El mito está destinado a cumplir, grosso modo, tres funciones sociales: la atracción hacia el interior de un grupo, que se traduce en mayor cohesión entre sus miembros (Antonio Castagno asevera que el mito político “actúa como factor integrador, es decir capaz de convertir a la pluralización de hombres y de grupos en una unidad”[4]); la atracción que provoca en el exterior del grupo, que se traduce en nuevas incorporaciones al mismo de modo permanente; y la simplificación de las abstracciones que, pensadas por los intelectuales, deben traducirse a imágenes inteligibles por la afectividad humana. Al respecto, Eric Selbin destaca que “es poco probable que las personas sean movilizadas por conceptos teóricos, secos y distantes”.[5] Aunque, es necesario decirlo, de ello no debe seguirse que el rol del teórico sea despreciable. Más bien, todo lo contrario: la función simplificadora del mito sería imposible de no contar con ningún objeto teórico que simplificar.

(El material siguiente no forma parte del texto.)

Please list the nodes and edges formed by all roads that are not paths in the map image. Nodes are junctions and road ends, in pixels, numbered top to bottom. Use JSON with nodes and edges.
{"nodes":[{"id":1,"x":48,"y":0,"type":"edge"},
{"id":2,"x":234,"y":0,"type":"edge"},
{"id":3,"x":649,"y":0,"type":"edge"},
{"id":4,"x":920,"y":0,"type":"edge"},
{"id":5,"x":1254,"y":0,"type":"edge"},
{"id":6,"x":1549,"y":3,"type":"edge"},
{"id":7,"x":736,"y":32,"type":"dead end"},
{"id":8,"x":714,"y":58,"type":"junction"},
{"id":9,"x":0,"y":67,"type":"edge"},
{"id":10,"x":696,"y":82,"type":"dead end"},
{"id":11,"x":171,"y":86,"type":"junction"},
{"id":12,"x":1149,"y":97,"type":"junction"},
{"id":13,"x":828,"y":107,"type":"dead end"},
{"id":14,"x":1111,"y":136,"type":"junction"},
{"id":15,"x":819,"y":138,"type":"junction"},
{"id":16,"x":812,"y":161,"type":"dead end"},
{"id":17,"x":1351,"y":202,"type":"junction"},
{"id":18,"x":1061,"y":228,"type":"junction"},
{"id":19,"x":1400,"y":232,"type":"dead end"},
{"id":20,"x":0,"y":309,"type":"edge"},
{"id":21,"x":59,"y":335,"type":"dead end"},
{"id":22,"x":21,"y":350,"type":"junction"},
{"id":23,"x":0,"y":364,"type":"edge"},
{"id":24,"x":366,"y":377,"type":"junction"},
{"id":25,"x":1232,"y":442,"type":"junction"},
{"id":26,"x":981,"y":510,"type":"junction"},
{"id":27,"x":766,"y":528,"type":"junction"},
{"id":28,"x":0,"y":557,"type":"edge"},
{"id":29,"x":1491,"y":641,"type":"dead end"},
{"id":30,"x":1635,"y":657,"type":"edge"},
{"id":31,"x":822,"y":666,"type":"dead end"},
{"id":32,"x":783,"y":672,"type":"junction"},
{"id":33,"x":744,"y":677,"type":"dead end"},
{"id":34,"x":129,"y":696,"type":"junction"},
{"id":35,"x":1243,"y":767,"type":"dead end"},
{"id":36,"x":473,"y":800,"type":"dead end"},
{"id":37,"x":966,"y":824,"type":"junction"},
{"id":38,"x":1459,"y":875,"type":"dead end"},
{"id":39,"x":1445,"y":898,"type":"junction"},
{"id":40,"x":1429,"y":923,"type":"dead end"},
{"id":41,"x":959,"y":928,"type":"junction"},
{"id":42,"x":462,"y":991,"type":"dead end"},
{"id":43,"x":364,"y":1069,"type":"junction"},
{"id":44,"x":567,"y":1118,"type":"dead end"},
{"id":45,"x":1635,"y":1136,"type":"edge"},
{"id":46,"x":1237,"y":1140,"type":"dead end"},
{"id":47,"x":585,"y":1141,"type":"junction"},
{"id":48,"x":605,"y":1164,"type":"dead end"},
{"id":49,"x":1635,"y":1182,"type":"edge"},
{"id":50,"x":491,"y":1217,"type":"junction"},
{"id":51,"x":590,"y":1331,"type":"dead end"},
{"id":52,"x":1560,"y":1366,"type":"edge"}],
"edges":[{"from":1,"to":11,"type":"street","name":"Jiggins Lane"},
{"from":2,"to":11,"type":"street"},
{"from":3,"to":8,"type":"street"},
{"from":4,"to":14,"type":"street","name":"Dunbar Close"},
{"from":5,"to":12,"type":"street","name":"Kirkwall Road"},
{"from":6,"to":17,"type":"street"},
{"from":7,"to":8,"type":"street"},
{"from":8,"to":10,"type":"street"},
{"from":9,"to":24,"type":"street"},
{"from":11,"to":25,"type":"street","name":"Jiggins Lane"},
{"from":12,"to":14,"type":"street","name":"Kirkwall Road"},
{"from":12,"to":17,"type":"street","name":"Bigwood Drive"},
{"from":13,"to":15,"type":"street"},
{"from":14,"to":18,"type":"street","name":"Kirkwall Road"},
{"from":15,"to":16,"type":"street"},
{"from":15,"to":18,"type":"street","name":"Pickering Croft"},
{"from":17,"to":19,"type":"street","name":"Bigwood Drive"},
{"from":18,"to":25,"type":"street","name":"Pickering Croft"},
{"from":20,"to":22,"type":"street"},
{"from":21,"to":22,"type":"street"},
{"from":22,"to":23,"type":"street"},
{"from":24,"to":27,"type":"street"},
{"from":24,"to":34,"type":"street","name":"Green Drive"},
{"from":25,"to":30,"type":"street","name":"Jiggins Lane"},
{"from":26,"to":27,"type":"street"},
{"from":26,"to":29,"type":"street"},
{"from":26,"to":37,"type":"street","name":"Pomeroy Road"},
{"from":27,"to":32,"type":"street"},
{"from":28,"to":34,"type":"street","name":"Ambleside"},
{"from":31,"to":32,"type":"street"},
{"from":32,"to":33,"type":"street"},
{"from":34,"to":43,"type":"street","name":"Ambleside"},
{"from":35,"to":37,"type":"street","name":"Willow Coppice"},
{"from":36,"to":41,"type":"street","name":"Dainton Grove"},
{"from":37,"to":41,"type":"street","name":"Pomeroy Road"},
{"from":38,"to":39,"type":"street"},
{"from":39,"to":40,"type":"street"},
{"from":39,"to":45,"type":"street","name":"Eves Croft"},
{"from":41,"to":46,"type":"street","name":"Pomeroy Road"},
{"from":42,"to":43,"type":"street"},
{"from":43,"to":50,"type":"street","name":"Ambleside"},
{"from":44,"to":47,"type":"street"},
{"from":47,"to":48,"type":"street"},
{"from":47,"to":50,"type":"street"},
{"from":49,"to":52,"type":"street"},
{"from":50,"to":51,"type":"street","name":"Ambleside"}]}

Pensemos por ejemplo en el mito de la “huelga general” de Georges Sorel, que representaba el clímax de la lucha de los proletariados teorizada por el marxismo contra el capitalismo en virtud de la cual, tras abandonar aquéllos colectivamente los puestos de trabajo, le infringirían un golpe de muerte al sistema. En efecto, asistía mucha verdad a Sorel cuando explicaba que “en modo alguno basta el lenguaje para lograr resultados; hay que apelar a conjuntos de imágenes capaces de evocar, en conjunto y por mera intuición, antes de cualquier análisis reflexivo, la masa de los sentimientos que corresponde a las diversas manifestaciones de la guerra entablada por el socialismo contra la sociedad moderna”.[6]
Lo más próximo a un mito que tuvo en los últimos años el liberalismo –su proximidad al mito soreliano llama nuestra atención– fue la “huelga general” no de los trabajadores manuales, sino de los “hombres de la mente” en La rebelión de Atlas de Ayn Rand, quienes tras soportar la explotación del parasitismo colectivista deciden retirarse del mundo y dejar que éste perezca bajo el destructivo código moral de la izquierda. La fuerza que tal relato ha tenido es innegable: la obra en cuestión no sólo ha sido considerada por el Congreso de los Estados Unidos como el segundo libro más influyente en los norteamericanos después de la Biblia, sino que es la actual puerta ingreso al liberalismo para muchos jóvenes. El problema es que, aun así, al liberalismo le alcanza un solo dedo para contar su único mito, mientras a la izquierda no le alcanzan los dedos de ambas manos para contar los propios.
Si la “batalla cultural” que tan bien comprende y lleva adelante la izquierda se basa, como toda batalla, en movimientos defensivos y ofensivos, entonces la derecha debería comprender que el mito es un arma sumamente poderosa puesto que, como afirma Eugenio del Río, “no es fácil imaginar un movimiento popular amplio, duradero y arraigado que no esté alimentado por fuerzas míticas”[7]. En efecto, de lo que se trata es de desarticular los mitos del contrincante pero también de edificar los propios. Quien abandona el mito como recurso político se asemeja al soldado que arroja su armamento y se dispone a luchar a cuerpo contra un pelotón armado hasta los dientes.
En fin, resulta evidente que la derecha precisa de nuevo oxígeno intelectual capaz de redefinir su estrategia en el nuevo milenio, tal como lo hizo el marxismo en su camino hacia el posmarxismo. Caso contrario, aquélla terminará como el soldado desarmado en medio de una “batalla cultural” que todavía no termina de comprender.
(*) Agustín Laje dirige el Centro de Estudios LibRe, y es co-autor del libro “Cuando el relato es una FARSA”.